"VE: How the objects per page impact the behavior/performances of the b_heap? AS: I think that there may be a serious design flaw here. The number of objects per page should depend on the size of the object--much like the implementation of deque.
I think that you should be able to find a function that derives this value based on the size of the object and the cache properties of the host machine. A non-trivial, but I think important feature.
This discussion should be elevated to the mailing list.
In retrospect, "serious design flaw" is not a good description for this issue :) but I think that this is important to address.

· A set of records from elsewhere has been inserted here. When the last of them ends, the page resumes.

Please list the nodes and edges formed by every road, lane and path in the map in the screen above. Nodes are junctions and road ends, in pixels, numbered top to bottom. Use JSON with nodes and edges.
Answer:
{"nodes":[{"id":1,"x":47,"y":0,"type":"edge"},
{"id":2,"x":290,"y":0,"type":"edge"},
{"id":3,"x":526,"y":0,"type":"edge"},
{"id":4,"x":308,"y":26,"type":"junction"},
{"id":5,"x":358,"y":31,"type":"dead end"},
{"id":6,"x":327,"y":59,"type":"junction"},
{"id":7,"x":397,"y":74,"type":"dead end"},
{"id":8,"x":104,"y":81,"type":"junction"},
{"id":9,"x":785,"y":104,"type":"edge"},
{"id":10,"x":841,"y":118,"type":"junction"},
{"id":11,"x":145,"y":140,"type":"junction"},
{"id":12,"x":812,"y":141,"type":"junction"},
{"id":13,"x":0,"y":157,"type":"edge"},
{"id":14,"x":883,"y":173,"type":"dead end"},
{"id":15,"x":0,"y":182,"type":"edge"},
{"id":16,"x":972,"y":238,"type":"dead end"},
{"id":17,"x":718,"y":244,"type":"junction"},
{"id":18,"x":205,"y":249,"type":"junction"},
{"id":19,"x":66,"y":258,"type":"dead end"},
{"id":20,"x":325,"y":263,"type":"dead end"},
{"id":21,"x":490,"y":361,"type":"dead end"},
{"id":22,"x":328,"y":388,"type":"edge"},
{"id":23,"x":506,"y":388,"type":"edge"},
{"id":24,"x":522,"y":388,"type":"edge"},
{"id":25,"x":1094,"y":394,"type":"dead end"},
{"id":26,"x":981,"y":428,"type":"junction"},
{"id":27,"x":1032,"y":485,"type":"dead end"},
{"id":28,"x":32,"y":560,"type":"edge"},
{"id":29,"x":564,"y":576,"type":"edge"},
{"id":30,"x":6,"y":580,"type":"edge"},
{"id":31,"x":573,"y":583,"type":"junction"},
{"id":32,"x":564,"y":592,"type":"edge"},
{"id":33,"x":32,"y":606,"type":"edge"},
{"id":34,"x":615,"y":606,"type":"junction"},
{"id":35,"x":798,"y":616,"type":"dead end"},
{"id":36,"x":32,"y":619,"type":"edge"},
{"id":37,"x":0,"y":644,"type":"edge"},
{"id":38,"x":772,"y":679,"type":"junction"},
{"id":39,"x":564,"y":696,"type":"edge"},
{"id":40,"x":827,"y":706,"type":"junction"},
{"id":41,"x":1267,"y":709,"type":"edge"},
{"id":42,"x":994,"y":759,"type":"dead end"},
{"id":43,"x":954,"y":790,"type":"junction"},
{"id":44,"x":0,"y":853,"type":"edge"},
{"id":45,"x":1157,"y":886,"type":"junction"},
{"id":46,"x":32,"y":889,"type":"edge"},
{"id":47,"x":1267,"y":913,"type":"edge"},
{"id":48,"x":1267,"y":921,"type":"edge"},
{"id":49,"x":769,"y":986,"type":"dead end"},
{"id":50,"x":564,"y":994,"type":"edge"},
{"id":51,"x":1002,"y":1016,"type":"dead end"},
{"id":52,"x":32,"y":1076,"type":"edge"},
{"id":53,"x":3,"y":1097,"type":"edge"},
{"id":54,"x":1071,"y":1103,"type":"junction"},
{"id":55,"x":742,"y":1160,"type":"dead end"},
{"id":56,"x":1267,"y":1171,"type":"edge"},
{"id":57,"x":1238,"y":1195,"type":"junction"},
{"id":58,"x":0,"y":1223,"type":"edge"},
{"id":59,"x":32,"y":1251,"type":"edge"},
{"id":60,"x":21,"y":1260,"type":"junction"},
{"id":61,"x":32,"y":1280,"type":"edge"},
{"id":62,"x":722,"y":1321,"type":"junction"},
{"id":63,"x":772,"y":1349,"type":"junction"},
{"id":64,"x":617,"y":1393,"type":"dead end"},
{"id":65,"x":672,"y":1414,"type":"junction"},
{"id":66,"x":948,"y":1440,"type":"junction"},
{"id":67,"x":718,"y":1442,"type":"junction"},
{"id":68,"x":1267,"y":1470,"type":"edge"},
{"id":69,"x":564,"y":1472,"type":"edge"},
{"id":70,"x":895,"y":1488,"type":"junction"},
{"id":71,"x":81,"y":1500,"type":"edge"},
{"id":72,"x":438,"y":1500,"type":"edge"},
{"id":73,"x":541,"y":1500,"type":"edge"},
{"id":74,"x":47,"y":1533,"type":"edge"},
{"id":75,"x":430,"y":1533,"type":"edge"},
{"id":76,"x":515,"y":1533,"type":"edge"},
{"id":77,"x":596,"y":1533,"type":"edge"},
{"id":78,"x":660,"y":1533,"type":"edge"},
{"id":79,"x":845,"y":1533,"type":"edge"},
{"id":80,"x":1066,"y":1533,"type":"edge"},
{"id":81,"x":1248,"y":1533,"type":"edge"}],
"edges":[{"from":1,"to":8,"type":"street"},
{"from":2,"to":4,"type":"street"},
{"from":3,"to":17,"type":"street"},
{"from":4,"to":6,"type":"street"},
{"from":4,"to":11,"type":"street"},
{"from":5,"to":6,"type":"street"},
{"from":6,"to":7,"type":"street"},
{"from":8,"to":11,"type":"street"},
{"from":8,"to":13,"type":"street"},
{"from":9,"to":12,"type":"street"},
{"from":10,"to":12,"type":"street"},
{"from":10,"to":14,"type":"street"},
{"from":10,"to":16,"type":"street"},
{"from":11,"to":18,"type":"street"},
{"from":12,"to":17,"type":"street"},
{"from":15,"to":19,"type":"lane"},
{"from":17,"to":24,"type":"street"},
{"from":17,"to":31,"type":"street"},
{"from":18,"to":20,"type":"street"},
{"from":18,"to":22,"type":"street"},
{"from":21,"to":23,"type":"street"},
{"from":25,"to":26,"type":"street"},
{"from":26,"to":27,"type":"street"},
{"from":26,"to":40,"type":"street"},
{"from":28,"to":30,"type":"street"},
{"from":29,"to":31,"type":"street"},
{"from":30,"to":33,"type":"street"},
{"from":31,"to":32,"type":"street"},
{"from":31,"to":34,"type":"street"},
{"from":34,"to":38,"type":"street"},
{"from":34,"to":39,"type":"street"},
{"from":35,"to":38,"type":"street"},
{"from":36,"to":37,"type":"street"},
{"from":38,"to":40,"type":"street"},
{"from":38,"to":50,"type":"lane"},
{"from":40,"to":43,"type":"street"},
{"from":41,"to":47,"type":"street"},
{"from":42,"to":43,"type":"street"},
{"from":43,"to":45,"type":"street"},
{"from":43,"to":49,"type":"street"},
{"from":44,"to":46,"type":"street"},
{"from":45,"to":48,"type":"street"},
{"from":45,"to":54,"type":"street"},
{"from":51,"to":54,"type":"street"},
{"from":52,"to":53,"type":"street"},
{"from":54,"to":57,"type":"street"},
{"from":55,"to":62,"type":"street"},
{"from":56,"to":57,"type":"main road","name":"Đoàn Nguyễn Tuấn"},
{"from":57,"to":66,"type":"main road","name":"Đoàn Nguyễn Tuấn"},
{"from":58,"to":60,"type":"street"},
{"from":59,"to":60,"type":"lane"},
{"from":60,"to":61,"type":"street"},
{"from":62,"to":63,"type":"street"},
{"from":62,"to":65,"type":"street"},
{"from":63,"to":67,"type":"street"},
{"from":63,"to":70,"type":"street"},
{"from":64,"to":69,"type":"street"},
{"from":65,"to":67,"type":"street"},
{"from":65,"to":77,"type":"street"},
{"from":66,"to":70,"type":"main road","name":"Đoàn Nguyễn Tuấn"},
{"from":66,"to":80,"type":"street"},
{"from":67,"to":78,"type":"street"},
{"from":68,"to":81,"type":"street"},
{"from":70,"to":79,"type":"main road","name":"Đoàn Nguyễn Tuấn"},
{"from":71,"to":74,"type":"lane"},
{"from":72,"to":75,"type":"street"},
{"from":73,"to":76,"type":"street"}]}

I was going to bring this up today. My suspicion is that allowing users to freely specify the number of objects per page could lead to performance degradation if they choose unwisely. I further suspect that you can formulate some heuristic that optimizes choice size of the object.
well, there are a number of constraints: * is our container aligned to cache boundaries ... the allocator needs to do a good job for this * what is the size of a cache line? ... can we get this at runtime? do we want to get this at runtime? for boost.lockfree i am using a hardcoded compile-time constant, to compute the padding size to avoid false sharing * what is the size of our objects? in general, this data structure is only reasonable for nodes that are reasonably small
I'd look at GCC's deque and see what what's going on there. LibC++ takes employs a similar heuristic.
i suppose, i is implemented as a linked list of nodes of a certain size?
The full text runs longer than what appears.